● **Task to carry out**
Scan the records for the word "Morabito". Report each line where it occurs.

━━━━━ Supplied information

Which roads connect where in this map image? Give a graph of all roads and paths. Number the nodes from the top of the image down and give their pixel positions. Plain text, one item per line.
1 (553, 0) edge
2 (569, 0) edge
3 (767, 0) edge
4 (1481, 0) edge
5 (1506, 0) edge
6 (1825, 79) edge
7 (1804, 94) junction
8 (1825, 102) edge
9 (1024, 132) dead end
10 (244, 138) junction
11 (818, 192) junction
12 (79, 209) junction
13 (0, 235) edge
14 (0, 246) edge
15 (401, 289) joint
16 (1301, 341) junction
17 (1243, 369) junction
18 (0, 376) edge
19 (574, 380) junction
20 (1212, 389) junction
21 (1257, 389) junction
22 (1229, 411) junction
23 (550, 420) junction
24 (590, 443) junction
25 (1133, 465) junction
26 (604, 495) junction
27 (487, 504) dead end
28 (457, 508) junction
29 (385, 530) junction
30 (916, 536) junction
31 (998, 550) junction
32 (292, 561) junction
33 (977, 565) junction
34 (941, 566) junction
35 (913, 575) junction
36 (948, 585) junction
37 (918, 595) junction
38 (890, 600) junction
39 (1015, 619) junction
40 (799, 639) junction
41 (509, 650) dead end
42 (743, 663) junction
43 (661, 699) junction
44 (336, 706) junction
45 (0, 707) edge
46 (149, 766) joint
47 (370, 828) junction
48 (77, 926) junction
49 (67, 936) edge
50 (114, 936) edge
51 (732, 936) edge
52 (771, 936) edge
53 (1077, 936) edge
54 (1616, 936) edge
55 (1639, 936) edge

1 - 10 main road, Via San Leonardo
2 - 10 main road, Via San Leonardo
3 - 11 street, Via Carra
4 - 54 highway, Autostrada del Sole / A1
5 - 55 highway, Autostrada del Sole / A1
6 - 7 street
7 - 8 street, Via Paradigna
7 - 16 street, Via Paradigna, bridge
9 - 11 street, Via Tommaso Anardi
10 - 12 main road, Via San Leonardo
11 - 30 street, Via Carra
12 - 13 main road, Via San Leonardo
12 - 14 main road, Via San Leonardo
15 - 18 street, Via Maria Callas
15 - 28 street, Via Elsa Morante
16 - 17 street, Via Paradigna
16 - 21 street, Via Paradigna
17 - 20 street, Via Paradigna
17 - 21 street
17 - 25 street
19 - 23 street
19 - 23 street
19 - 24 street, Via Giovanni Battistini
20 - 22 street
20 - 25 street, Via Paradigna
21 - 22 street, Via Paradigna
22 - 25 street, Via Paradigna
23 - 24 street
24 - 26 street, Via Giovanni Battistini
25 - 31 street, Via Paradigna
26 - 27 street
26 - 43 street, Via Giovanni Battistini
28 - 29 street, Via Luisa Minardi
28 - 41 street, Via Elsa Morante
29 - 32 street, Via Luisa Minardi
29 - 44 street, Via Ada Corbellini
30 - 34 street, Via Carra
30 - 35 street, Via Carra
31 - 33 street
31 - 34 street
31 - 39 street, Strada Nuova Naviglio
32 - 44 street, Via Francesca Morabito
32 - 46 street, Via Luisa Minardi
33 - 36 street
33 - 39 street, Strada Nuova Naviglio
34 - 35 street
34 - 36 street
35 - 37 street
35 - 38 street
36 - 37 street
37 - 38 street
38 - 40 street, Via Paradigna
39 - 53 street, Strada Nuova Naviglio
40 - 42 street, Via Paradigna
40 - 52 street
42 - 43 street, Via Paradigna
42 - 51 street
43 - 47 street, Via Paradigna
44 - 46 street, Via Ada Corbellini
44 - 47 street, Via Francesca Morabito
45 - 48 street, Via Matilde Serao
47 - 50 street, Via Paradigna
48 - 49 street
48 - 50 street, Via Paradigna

━━━━━━━━━━

● **Solution for this problem**
32 - 44 street, Via Francesca Morabito
44 - 47 street, Via Francesca Morabito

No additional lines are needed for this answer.